* **INPUT MATERIAL**
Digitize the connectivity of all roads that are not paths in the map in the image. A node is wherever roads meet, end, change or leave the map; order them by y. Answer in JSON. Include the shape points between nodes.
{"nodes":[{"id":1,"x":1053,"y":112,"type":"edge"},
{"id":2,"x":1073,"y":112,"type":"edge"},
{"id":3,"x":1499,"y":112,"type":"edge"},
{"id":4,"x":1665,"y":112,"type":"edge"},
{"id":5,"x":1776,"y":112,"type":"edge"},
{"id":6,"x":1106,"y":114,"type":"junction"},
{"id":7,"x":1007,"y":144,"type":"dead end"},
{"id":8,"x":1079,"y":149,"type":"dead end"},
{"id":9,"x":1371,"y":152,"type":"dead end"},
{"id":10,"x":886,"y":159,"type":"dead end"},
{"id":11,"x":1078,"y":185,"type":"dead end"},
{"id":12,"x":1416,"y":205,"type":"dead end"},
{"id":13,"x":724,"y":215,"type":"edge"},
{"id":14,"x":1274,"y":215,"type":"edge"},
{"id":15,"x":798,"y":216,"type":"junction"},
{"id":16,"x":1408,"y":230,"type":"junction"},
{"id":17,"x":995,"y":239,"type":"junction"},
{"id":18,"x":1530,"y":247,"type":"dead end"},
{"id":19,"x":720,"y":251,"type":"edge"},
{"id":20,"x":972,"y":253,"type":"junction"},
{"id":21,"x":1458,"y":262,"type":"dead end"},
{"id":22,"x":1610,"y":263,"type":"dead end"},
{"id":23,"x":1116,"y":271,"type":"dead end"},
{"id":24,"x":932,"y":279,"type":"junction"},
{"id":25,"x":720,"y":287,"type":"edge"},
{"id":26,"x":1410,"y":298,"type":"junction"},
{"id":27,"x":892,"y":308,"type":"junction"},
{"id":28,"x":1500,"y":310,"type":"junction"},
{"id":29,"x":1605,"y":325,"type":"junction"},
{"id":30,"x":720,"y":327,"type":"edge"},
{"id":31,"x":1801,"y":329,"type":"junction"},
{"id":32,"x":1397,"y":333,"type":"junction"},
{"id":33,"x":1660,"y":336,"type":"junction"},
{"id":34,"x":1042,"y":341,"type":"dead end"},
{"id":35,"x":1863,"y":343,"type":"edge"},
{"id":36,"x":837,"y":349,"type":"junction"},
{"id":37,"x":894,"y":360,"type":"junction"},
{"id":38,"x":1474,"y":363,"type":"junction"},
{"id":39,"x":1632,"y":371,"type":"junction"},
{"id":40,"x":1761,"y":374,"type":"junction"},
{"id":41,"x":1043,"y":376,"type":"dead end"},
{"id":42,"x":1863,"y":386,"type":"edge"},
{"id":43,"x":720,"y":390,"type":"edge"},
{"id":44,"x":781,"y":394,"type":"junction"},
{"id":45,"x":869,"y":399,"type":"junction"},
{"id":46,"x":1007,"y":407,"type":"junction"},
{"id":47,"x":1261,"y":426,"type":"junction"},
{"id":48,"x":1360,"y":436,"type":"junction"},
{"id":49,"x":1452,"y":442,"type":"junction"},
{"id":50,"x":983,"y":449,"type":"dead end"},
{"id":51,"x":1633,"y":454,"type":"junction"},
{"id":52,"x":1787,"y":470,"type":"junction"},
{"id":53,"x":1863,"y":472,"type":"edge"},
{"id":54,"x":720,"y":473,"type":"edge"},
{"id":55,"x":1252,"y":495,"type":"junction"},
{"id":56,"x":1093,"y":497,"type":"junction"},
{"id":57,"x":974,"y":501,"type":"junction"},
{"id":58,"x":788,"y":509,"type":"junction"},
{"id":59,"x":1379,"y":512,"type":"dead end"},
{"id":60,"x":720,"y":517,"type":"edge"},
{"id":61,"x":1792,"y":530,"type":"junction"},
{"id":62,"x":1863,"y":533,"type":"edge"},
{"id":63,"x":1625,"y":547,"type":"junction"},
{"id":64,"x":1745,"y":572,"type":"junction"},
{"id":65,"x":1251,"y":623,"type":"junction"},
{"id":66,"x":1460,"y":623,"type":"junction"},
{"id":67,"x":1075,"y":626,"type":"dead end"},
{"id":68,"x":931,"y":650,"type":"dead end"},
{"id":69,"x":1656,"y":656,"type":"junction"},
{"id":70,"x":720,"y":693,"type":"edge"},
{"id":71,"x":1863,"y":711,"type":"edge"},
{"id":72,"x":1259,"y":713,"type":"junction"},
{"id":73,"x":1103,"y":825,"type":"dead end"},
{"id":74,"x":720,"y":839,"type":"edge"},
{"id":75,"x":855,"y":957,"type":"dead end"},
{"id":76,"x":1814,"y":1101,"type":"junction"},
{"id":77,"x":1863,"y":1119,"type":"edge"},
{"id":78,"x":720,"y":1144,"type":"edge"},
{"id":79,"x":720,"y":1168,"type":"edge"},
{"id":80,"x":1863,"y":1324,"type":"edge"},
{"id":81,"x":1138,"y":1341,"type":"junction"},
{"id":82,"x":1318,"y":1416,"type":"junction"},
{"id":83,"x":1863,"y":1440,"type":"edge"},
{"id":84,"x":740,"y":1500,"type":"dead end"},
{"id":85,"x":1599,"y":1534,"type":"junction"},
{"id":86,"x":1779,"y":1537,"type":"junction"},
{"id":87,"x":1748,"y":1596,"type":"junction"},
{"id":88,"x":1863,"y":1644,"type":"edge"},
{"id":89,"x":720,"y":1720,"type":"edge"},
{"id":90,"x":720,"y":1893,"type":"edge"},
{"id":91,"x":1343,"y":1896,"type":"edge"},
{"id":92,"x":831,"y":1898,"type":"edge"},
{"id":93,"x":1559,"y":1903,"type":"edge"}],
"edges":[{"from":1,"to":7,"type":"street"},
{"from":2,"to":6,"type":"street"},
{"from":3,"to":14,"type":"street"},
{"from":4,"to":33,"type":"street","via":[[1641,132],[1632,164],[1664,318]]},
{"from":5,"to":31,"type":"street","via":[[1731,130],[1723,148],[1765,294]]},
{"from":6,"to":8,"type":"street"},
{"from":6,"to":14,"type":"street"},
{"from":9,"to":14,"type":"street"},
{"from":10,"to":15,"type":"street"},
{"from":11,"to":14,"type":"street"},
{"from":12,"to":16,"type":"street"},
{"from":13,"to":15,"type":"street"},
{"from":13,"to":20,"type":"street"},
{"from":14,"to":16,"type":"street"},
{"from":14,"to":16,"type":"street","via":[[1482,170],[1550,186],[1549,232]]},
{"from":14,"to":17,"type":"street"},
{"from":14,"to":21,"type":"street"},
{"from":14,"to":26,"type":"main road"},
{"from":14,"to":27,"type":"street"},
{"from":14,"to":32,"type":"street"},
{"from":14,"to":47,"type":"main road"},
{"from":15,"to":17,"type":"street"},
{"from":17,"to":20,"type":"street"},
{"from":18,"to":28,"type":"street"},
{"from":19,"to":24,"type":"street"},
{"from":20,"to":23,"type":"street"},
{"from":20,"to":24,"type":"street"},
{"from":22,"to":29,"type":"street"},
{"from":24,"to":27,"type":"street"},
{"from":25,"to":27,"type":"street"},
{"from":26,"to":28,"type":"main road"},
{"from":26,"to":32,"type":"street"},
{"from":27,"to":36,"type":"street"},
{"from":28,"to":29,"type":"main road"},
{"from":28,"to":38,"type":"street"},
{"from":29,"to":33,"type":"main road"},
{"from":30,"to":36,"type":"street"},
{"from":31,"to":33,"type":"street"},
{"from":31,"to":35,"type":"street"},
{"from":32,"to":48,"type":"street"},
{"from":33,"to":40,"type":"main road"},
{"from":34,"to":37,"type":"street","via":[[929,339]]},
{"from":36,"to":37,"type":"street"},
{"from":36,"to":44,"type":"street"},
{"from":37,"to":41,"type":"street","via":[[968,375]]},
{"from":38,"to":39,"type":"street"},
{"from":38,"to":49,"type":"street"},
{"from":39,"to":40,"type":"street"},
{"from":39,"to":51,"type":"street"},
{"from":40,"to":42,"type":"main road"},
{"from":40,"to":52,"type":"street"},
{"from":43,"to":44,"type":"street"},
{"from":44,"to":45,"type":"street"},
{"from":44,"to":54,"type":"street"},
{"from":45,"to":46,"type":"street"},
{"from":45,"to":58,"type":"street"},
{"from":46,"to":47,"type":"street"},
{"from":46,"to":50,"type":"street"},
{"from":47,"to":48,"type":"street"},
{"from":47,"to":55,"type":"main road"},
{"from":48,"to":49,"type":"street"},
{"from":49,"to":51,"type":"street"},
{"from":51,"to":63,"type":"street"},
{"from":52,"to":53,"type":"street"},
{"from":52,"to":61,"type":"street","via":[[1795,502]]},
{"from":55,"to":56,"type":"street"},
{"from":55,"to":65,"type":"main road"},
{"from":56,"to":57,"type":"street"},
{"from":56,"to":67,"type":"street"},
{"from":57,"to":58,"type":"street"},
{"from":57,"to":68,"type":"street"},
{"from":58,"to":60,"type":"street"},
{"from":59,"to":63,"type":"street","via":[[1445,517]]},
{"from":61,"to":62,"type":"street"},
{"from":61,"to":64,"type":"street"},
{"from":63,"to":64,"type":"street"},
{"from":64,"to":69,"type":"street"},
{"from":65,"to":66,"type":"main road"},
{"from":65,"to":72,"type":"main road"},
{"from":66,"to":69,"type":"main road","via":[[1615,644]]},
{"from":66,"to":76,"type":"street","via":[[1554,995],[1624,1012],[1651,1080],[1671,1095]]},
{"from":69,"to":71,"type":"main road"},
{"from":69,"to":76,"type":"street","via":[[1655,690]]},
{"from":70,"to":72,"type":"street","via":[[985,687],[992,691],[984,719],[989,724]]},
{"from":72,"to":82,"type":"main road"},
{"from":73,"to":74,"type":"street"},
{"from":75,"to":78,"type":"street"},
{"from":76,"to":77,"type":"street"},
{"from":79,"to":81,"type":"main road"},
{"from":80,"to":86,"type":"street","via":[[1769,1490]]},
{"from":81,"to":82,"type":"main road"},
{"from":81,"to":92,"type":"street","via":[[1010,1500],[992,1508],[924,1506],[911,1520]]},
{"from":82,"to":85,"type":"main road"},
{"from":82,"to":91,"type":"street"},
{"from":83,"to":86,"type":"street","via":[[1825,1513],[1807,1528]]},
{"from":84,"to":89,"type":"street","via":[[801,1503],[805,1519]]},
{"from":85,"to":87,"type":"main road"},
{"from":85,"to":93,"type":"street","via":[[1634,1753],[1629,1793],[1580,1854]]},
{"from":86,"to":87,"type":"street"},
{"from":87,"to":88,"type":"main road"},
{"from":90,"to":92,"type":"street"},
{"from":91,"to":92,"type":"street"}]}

* **WORK INSTRUCTION**
From the entries above, return each line with the word "nodes" in it.

* **ANSWER TO THIS PROBLEM**
Digitize the connectivity of all roads that are not paths in the map in the image. A node is wherever roads meet, end, change or leave the map; order them by y. Answer in JSON. Include the shape points between nodes.
{"nodes":[{"id":1,"x":1053,"y":112,"type":"edge"},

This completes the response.